> _DATA TO PROCESS_:
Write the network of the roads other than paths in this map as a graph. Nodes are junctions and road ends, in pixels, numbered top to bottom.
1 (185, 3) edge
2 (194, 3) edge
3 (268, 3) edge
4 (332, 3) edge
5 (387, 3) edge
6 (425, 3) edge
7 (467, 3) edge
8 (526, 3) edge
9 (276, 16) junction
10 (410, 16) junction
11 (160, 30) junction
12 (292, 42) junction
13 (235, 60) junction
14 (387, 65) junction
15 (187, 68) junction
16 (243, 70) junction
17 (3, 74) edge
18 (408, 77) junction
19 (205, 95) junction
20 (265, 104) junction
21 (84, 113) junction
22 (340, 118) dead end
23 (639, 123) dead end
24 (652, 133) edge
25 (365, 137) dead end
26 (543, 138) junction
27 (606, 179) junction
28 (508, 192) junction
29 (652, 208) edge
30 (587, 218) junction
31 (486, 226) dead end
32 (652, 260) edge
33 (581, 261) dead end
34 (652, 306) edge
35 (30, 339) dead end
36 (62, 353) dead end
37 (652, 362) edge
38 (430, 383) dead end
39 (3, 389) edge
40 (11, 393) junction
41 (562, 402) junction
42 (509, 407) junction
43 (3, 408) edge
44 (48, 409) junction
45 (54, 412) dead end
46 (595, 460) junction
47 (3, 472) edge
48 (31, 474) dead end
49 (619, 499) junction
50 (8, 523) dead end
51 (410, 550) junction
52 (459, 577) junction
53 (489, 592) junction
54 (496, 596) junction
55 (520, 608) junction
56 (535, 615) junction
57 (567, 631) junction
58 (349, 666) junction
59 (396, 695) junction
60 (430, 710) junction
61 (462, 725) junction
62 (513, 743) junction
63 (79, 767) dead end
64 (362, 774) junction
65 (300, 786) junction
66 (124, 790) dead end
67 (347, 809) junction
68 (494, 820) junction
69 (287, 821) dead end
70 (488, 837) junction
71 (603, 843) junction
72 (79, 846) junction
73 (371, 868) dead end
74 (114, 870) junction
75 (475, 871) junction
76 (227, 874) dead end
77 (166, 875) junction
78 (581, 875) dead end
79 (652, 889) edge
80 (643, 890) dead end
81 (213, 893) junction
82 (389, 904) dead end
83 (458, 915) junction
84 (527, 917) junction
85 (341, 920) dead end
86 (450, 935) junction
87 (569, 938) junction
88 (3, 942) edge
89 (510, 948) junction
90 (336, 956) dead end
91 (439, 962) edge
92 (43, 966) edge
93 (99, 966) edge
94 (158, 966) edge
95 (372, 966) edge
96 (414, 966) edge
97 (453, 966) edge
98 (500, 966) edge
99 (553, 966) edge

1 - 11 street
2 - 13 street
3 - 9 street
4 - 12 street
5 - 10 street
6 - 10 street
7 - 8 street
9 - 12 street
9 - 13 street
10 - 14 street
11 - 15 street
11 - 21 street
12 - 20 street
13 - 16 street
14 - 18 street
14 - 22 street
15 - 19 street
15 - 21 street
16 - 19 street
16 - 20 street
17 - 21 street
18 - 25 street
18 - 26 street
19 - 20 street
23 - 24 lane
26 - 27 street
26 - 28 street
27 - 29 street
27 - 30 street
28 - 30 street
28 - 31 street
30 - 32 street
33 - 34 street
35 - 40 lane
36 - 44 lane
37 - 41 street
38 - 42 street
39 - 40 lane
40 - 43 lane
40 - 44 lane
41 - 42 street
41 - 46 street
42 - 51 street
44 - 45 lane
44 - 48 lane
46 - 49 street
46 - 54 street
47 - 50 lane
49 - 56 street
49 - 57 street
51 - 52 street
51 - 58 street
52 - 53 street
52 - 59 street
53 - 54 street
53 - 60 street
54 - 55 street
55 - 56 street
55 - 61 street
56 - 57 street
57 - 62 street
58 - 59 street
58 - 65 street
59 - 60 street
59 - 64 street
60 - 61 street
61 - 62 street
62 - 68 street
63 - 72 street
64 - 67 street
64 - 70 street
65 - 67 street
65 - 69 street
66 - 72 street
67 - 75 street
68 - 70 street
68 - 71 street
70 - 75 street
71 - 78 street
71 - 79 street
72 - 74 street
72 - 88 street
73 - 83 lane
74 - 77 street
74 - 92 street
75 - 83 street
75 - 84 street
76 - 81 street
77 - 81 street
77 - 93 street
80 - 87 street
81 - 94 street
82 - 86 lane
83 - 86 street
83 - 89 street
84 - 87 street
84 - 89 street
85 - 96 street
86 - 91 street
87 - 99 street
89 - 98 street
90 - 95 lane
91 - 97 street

> _PROMPT_:
Word for word, restate the lines above.

> _RESULT_:
Write the network of the roads other than paths in this map as a graph. Nodes are junctions and road ends, in pixels, numbered top to bottom.
1 (185, 3) edge
2 (194, 3) edge
3 (268, 3) edge
4 (332, 3) edge
5 (387, 3) edge
6 (425, 3) edge
7 (467, 3) edge
8 (526, 3) edge
9 (276, 16) junction
10 (410, 16) junction
11 (160, 30) junction
12 (292, 42) junction
13 (235, 60) junction
14 (387, 65) junction
15 (187, 68) junction
16 (243, 70) junction
17 (3, 74) edge
18 (408, 77) junction
19 (205, 95) junction
20 (265, 104) junction
21 (84, 113) junction
22 (340, 118) dead end
23 (639, 123) dead end
24 (652, 133) edge
25 (365, 137) dead end
26 (543, 138) junction
27 (606, 179) junction
28 (508, 192) junction
29 (652, 208) edge
30 (587, 218) junction
31 (486, 226) dead end
32 (652, 260) edge
33 (581, 261) dead end
34 (652, 306) edge
35 (30, 339) dead end
36 (62, 353) dead end
37 (652, 362) edge
38 (430, 383) dead end
39 (3, 389) edge
40 (11, 393) junction
41 (562, 402) junction
42 (509, 407) junction
43 (3, 408) edge
44 (48, 409) junction
45 (54, 412) dead end
46 (595, 460) junction
47 (3, 472) edge
48 (31, 474) dead end
49 (619, 499) junction
50 (8, 523) dead end
51 (410, 550) junction
52 (459, 577) junction
53 (489, 592) junction
54 (496, 596) junction
55 (520, 608) junction
56 (535, 615) junction
57 (567, 631) junction
58 (349, 666) junction
59 (396, 695) junction
60 (430, 710) junction
61 (462, 725) junction
62 (513, 743) junction
63 (79, 767) dead end
64 (362, 774) junction
65 (300, 786) junction
66 (124, 790) dead end
67 (347, 809) junction
68 (494, 820) junction
69 (287, 821) dead end
70 (488, 837) junction
71 (603, 843) junction
72 (79, 846) junction
73 (371, 868) dead end
74 (114, 870) junction
75 (475, 871) junction
76 (227, 874) dead end
77 (166, 875) junction
78 (581, 875) dead end
79 (652, 889) edge
80 (643, 890) dead end
81 (213, 893) junction
82 (389, 904) dead end
83 (458, 915) junction
84 (527, 917) junction
85 (341, 920) dead end
86 (450, 935) junction
87 (569, 938) junction
88 (3, 942) edge
89 (510, 948) junction
90 (336, 956) dead end
91 (439, 962) edge
92 (43, 966) edge
93 (99, 966) edge
94 (158, 966) edge
95 (372, 966) edge
96 (414, 966) edge
97 (453, 966) edge
98 (500, 966) edge
99 (553, 966) edge

1 - 11 street
2 - 13 street
3 - 9 street
4 - 12 street
5 - 10 street
6 - 10 street
7 - 8 street
9 - 12 street
9 - 13 street
10 - 14 street
11 - 15 street
11 - 21 street
12 - 20 street
13 - 16 street
14 - 18 street
14 - 22 street
15 - 19 street
15 - 21 street
16 - 19 street
16 - 20 street
17 - 21 street
18 - 25 street
18 - 26 street
19 - 20 street
23 - 24 lane
26 - 27 street
26 - 28 street
27 - 29 street
27 - 30 street
28 - 30 street
28 - 31 street
30 - 32 street
33 - 34 street
35 - 40 lane
36 - 44 lane
37 - 41 street
38 - 42 street
39 - 40 lane
40 - 43 lane
40 - 44 lane
41 - 42 street
41 - 46 street
42 - 51 street
44 - 45 lane
44 - 48 lane
46 - 49 street
46 - 54 street
47 - 50 lane
49 - 56 street
49 - 57 street
51 - 52 street
51 - 58 street
52 - 53 street
52 - 59 street
53 - 54 street
53 - 60 street
54 - 55 street
55 - 56 street
55 - 61 street
56 - 57 street
57 - 62 street
58 - 59 street
58 - 65 street
59 - 60 street
59 - 64 street
60 - 61 street
61 - 62 street
62 - 68 street
63 - 72 street
64 - 67 street
64 - 70 street
65 - 67 street
65 - 69 street
66 - 72 street
67 - 75 street
68 - 70 street
68 - 71 street
70 - 75 street
71 - 78 street
71 - 79 street
72 - 74 street
72 - 88 street
73 - 83 lane
74 - 77 street
74 - 92 street
75 - 83 street
75 - 84 street
76 - 81 street
77 - 81 street
77 - 93 street
80 - 87 street
81 - 94 street
82 - 86 lane
83 - 86 street
83 - 89 street
84 - 87 street
84 - 89 street
85 - 96 street
86 - 91 street
87 - 99 street
89 - 98 street
90 - 95 lane
91 - 97 street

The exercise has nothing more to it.